The NCA tests and the European Standard tests

The purpose of the manufacturers tests is to check that the rope as manufactured is suitable for use, and as such every new rope is expected to survive the series of tests without breaking. In contrast the purpose of the NCA test is to discover how much of the initial surplus strength (if any) remains after usage and storage . Both of the series of tests accept that the only way to determine whether a rope is strong enough for Single Rope Technique (SRT) usage is to carry out a drop test using a falling weight.

The actual breaking strain can obviously only be determined with the best accuracy if the rope breaks during the test series although a rope which breaks in the later stages of the series may still have adequate strength.. The test for A type ropes in prEN1891 is five unity Fall Factor drops of a 100Kg mass. The 1988 Speleo rope trials established that the peak tension in the rope on the first drop is only around 80% of that in the later drops due to the tightening of the knots during the first drop. Since all ropes which broke during NCA tests have shown melting at places on the sheath the breaking of the rope must be considered to be due to both a physical and thermal stress. Thus the NCA test where the increasing Fall Factor after the second drop ensures that the knots are being tightened at each drop gives a truer relationship to the condition of arresting a fall than the repetition of the same Fall Factor in prEN1891.

PrEN1891 also allows for a less severe test for SRT ropes of 9mm diameter or less on the assumption that they are used for descent only. The NCA tests makes no distinction between 9mm and thicker ropes since cavers use all sizes of rope for ascent as well as descent.

Relationship between the NCA tests and the worst case in practice

The relationship between NCA tests and the actual situation of a fall onto the SRT rope is that in use there will be only one severe fall onto any knot or knots. The NCA tests have traditionally required two drops to be held before the rope could be considered safe for use. A further safety factor is produced by the much greater flexibility of the caver in his caving harness in relation to a steel weight on a large maillion. This greater flexibility may produce serious damage in the caver, but does reduce the strain on the rope. The use of resisting the second drop as the indicator of suitability for continued use gives a considerable margin of safety for incidental damage during the fall caused by rock or descent device, BUT NOT FOR FALL FACTORS GREATER THAN ONE.

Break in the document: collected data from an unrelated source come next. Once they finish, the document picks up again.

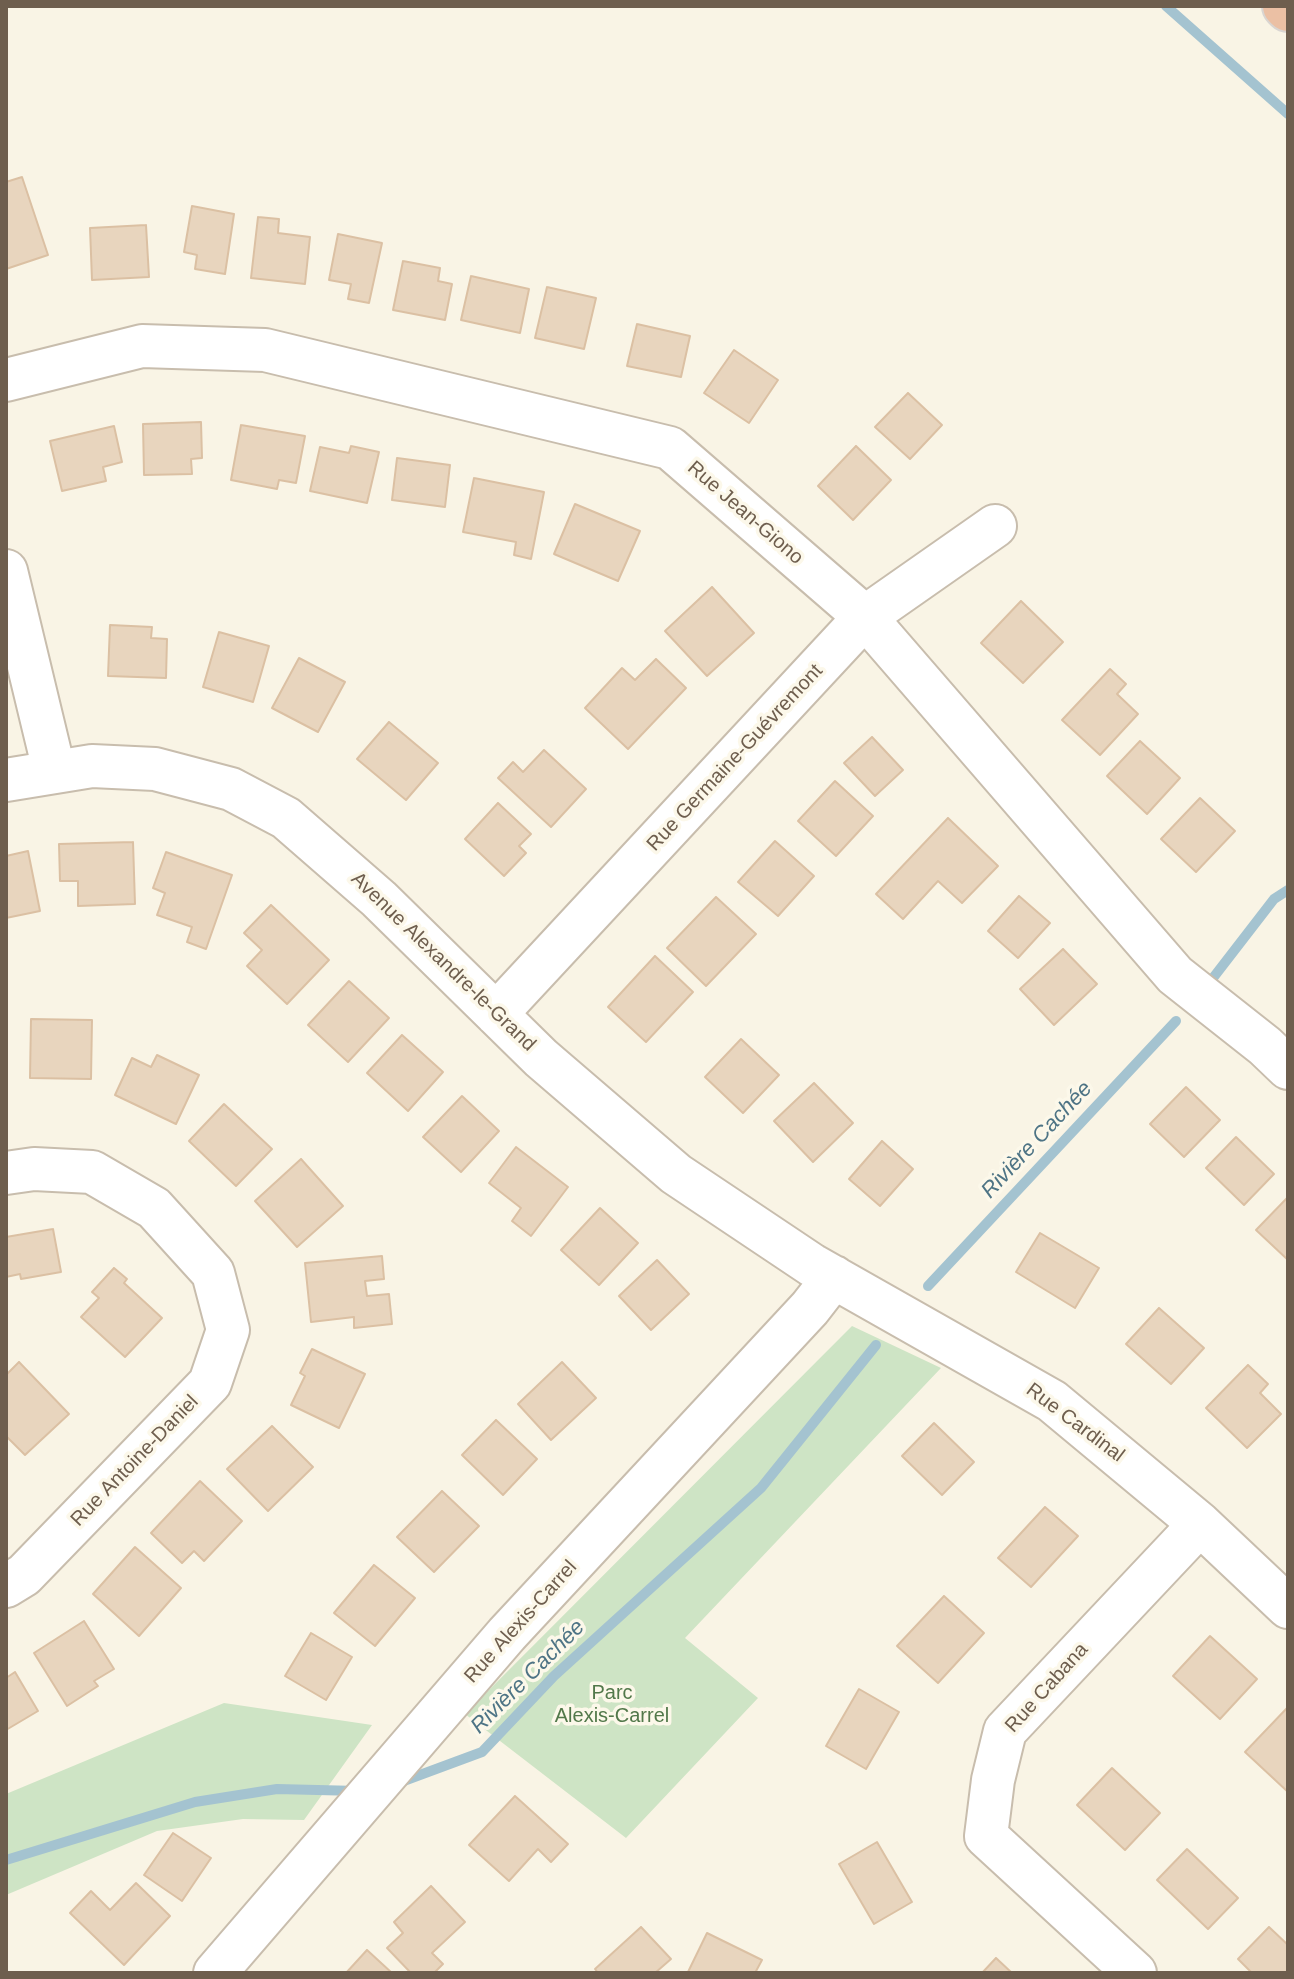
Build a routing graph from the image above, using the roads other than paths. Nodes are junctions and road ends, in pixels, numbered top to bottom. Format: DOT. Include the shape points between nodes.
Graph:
graph roads {
  1 [pos="6,380"];
  2 [pos="995,526"];
  3 [pos="6,571"];
  4 [pos="865,617"];
  5 [pos="54,770"];
  6 [pos="6,780"];
  7 [pos="496,1014"];
  8 [pos="1288,1068"];
  9 [pos="6,1173"];
  10 [pos="834,1277"];
  11 [pos="1200,1524"];
  12 [pos="6,1586"];
  13 [pos="1288,1607"];
  14 [pos="215,1973"];
  15 [pos="1135,1973"];
  1 -- 4 [label="street, Rue Jean-Giono" via="142,346 265,350 670,448"];
  2 -- 4 [label="street, Rue Germaine-Guévremont"];
  3 -- 5 [label="street"];
  4 -- 7 [label="street, Rue Germaine-Guévremont"];
  4 -- 8 [label="street, Rue Jean-Giono" via="1175,975"];
  5 -- 6 [label="street, Avenue Alexandre-le-Grand"];
  5 -- 7 [label="street, Avenue Alexandre-le-Grand" via="110,765 155,769 210,782 267,806 326,850"];
  7 -- 10 [label="street, Avenue Alexandre-le-Grand" via="676,1174"];
  9 -- 12 [label="street, Rue Antoine-Daniel" via="92,1172 154,1208 213,1273 228,1330 210,1383 24,1575"];
  10 -- 11 [label="street, Rue Cardinal" via="1052,1401"];
  10 -- 14 [label="street, Rue Alexis-Carrel" via="507,1634"];
  11 -- 13 [label="street, Rue Cardinal"];
  11 -- 15 [label="street, Rue Cabana" via="1005,1731 993,1780 986,1836"];
}
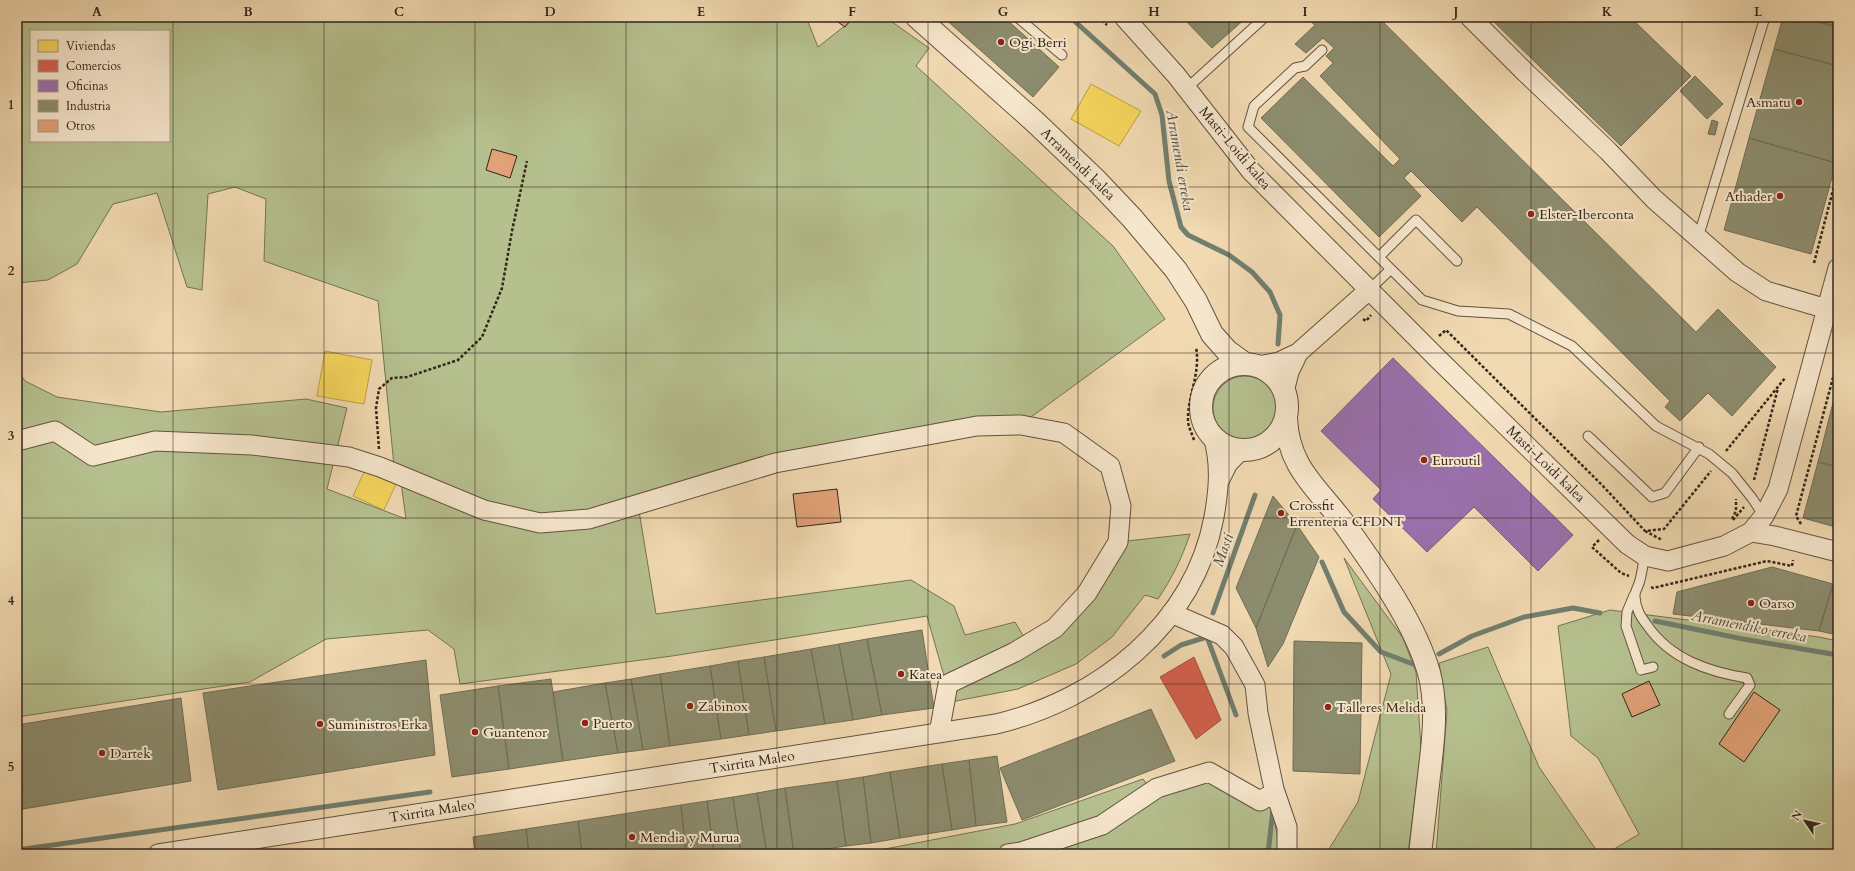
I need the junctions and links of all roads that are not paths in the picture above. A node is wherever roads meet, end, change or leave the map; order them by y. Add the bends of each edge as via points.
1 (917, 17) edge
2 (1017, 17) edge
3 (1124, 17) edge
4 (1265, 17) edge
5 (1470, 17) edge
6 (1765, 17) edge
7 (1322, 50) dead end
8 (1062, 55) dead end
9 (1186, 88) junction
10 (1698, 238) junction
11 (1379, 257) junction
12 (1457, 261) dead end
13 (1838, 268) edge
14 (1391, 269) junction
15 (1370, 289) junction
16 (1828, 309) junction
17 (1203, 337) junction
18 (1298, 354) junction
19 (1251, 365) junction
20 (1208, 386) junction
21 (1284, 392) junction
22 (1286, 418) junction
23 (1588, 436) dead end
24 (17, 441) edge
25 (1204, 441) junction
26 (1699, 447) junction
27 (1252, 448) junction
28 (1302, 472) junction
29 (1219, 481) junction
30 (1764, 516) junction
31 (1751, 532) junction
32 (1838, 552) edge
33 (1645, 556) junction
34 (1634, 595) junction
35 (1171, 613) junction
36 (1653, 667) dead end
37 (1730, 714) dead end
38 (939, 733) junction
39 (1274, 789) junction
40 (1052, 848) edge
41 (158, 854) edge
42 (1008, 854) edge
43 (1287, 854) edge
44 (1420, 854) edge

1 - 17 street, Arramendi kalea via 1034,121 1127,213 1176,270 1196,301
2 - 8 lane
3 - 9 street, Masti-Loidi kalea
4 - 9 lane
5 - 10 street via 1654,199
6 - 10 lane
7 - 11 lane via 1305,66 1295,68 1254,106 1248,127
9 - 15 street, Masti-Loidi kalea via 1251,171
10 - 16 street via 1737,272 1766,291
11 - 12 lane via 1416,220
11 - 14 lane
13 - 16 street, Masti-Loidi kalea
14 - 15 lane
14 - 26 lane via 1422,300 1458,312 1509,314 1572,346 1656,426
15 - 18 street
15 - 33 street, Masti-Loidi kalea via 1627,544
16 - 30 street, Masti-Loidi kalea via 1778,489
17 - 19 street
17 - 20 street via 1213,359
18 - 19 street via 1279,362
18 - 21 street via 1289,372
19 - 20 street via 1230,367 1217,374
19 - 21 street via 1274,376
20 - 25 street via 1202,398
21 - 22 street
22 - 27 street via 1272,440
22 - 28 street via 1289,446
23 - 26 lane via 1652,497 1665,493
24 - 38 street via 54,431 93,456 155,441 260,446 349,456 484,510 540,523 555,523 589,519 775,463 978,426 1021,425 1064,433 1110,466 1121,506 1118,542 1087,593 1055,628 1015,652 948,684
25 - 27 street via 1221,443 1231,448
25 - 29 street, Txirrita Maleo via 1218,457
26 - 30 lane via 1732,473
27 - 28 street via 1283,458
27 - 29 street, Txirrita Maleo via 1228,463
28 - 44 street via 1347,528 1401,610 1418,641 1429,674 1433,705 1433,738
29 - 35 street, Txirrita Maleo via 1212,532 1204,556 1193,579
30 - 31 street, Masti-Loidi kalea
31 - 32 street
31 - 33 street, Masti-Loidi kalea via 1724,546 1668,561
33 - 34 lane
34 - 36 lane via 1627,612 1626,626 1641,670
34 - 37 lane via 1638,612 1650,631 1667,649 1708,669 1748,678 1750,685
35 - 38 street, Txirrita Maleo via 1148,640 1110,674 1067,700 1020,718
35 - 39 street via 1222,635 1234,647 1255,685 1258,713
38 - 41 street, Txirrita Maleo
39 - 40 street via 1260,801 1209,772 1157,788 1102,825
39 - 43 street via 1287,827
40 - 42 street

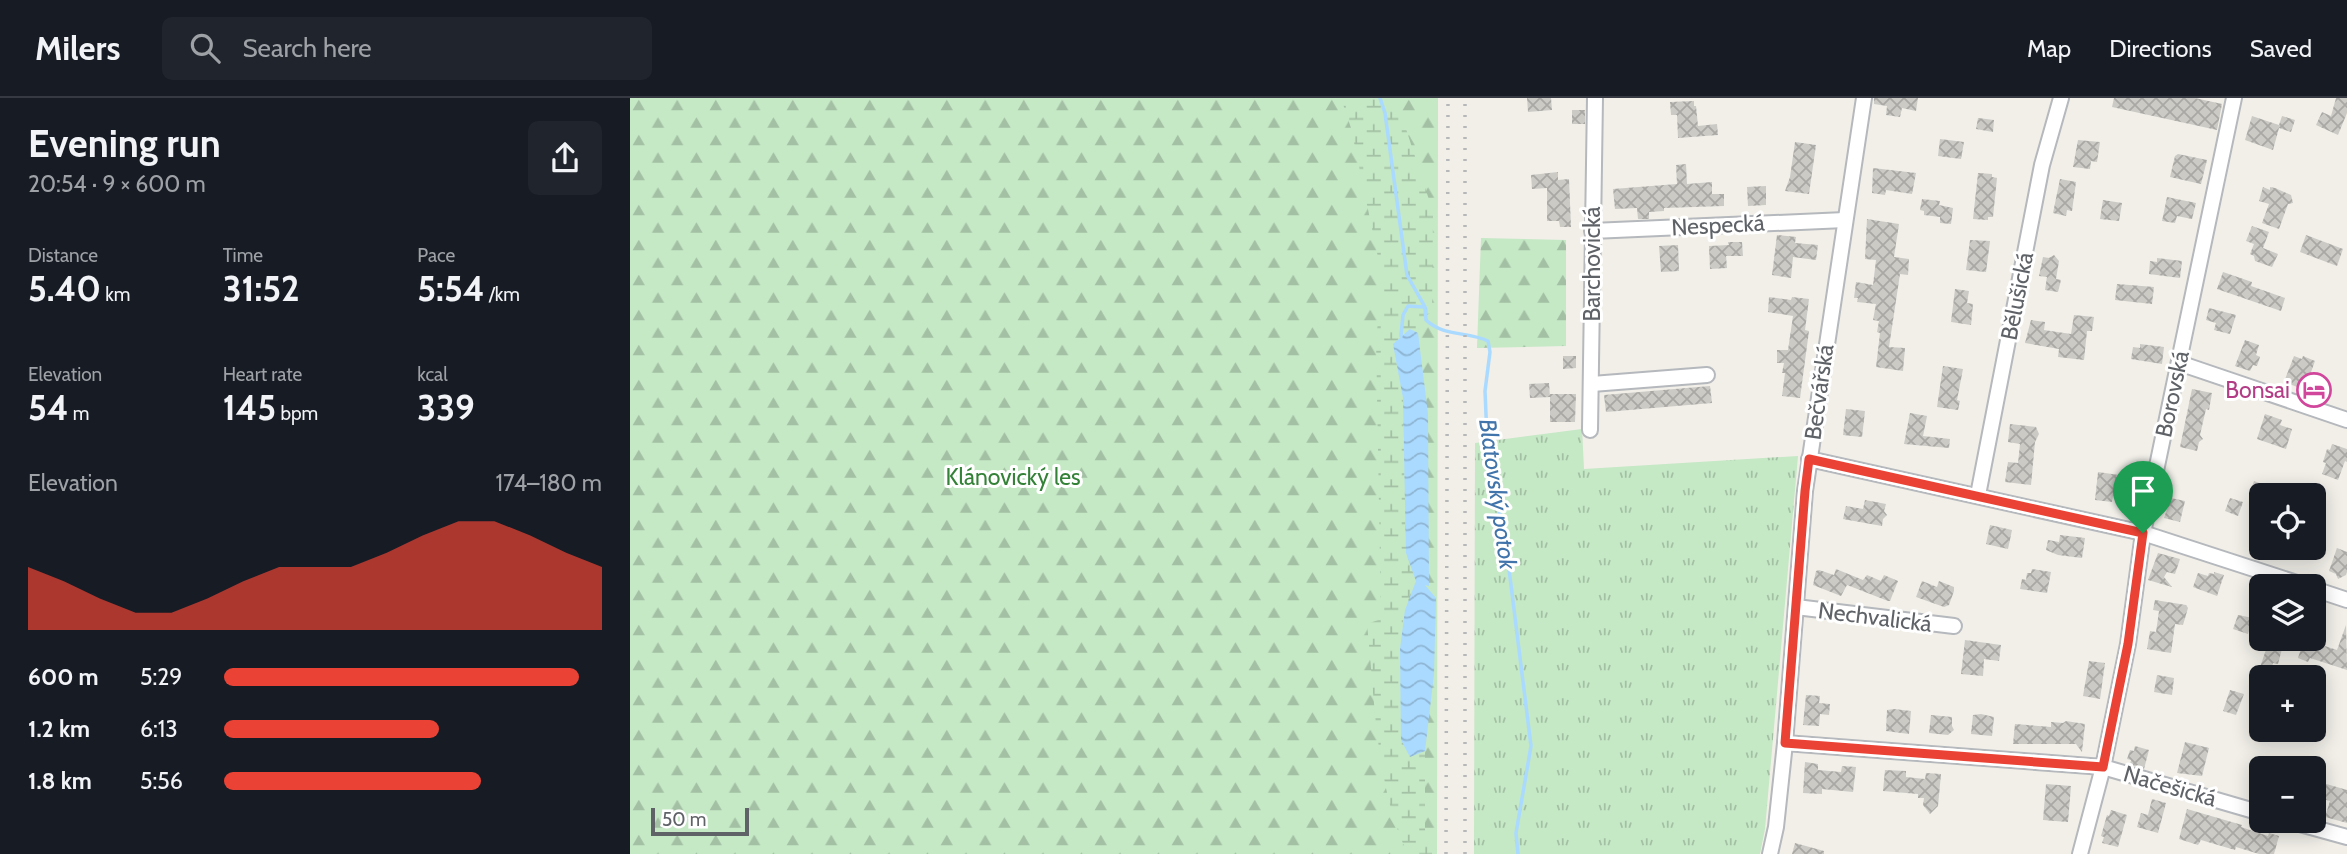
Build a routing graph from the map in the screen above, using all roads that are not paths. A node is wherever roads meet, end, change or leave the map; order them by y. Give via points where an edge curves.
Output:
1 (1595, 98) edge
2 (1864, 98) edge
3 (2061, 98) edge
4 (2235, 98) edge
5 (1845, 220) junction
6 (1592, 231) junction
7 (2179, 363) junction
8 (1707, 375) dead end
9 (1592, 384) junction
10 (2347, 420) edge
11 (1590, 430) dead end
12 (1809, 459) junction
13 (1978, 495) junction
14 (2143, 533) junction
15 (2269, 574) edge
16 (2326, 593) edge
17 (2347, 600) edge
18 (1796, 607) junction
19 (1954, 626) dead end
20 (1785, 743) junction
21 (2103, 767) junction
22 (2249, 810) edge
23 (2326, 832) edge
24 (2347, 838) edge
25 (1770, 854) edge
26 (2080, 854) edge

1 - 6 street, Barchovická
2 - 5 street, Bečvářská
3 - 13 street, Bělušická via 2042,165
4 - 7 street, Borovská
5 - 6 street, Nespecká
5 - 12 street, Bečvářská
6 - 9 street, Barchovická
7 - 10 street
7 - 14 street, Borovská
8 - 9 street
9 - 11 street, Barchovická
12 - 13 street
12 - 18 street, Bečvářská
13 - 14 street
14 - 15 street
14 - 21 street, Borovská via 2128,644
16 - 17 street
18 - 19 street, Nechvalická
18 - 20 street, Bečvářská
20 - 21 street, Načešická
20 - 25 street, Bečvářská
21 - 22 street, Načešická
21 - 26 street, Borovská
23 - 24 street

In addition, the NCA advises that the rope be retired while it is still above the minimum safety level if it fails to survive the third drop (at 1.3 Fall Factor). This is because the step nature of the test makes it impossible to tell whether the rope is at the maximum or minimum value within the range for one result. This means that it is not possible to tell whether the rope still has a large amount of strength in reserve before it reduces to being at the minimum level for safety, or if it will make the change in the next couple of times it is used.

The prediction of strength loss between tests

If the amount of annual usage remains constant, then a comparison between the excess strength already lost and the excess strength remaining gives an indication of the years remaining of use in relation to the years that the rope has been used. Because of the step nature of the test results, and because of the impossibility of maintaining an absolutely true record of usage of any individual rope, division of the estimated remaining years by two is advised. It can be expected that following this advice would result in the rope being tested 3 times (shortened by 7.5 metres) during its useful life.

And finally.....

Everybody knows that a chain is only as strong as its weakest link, and the same is true of a length of rope. The NCA tests (or any other, for that matter) only have any validity if the rope sample used is representative of the worst section of the rope. Unfortunate it may be, but this does mean that is some cases the rope will have to cut in half so a sample can be taken from its centre!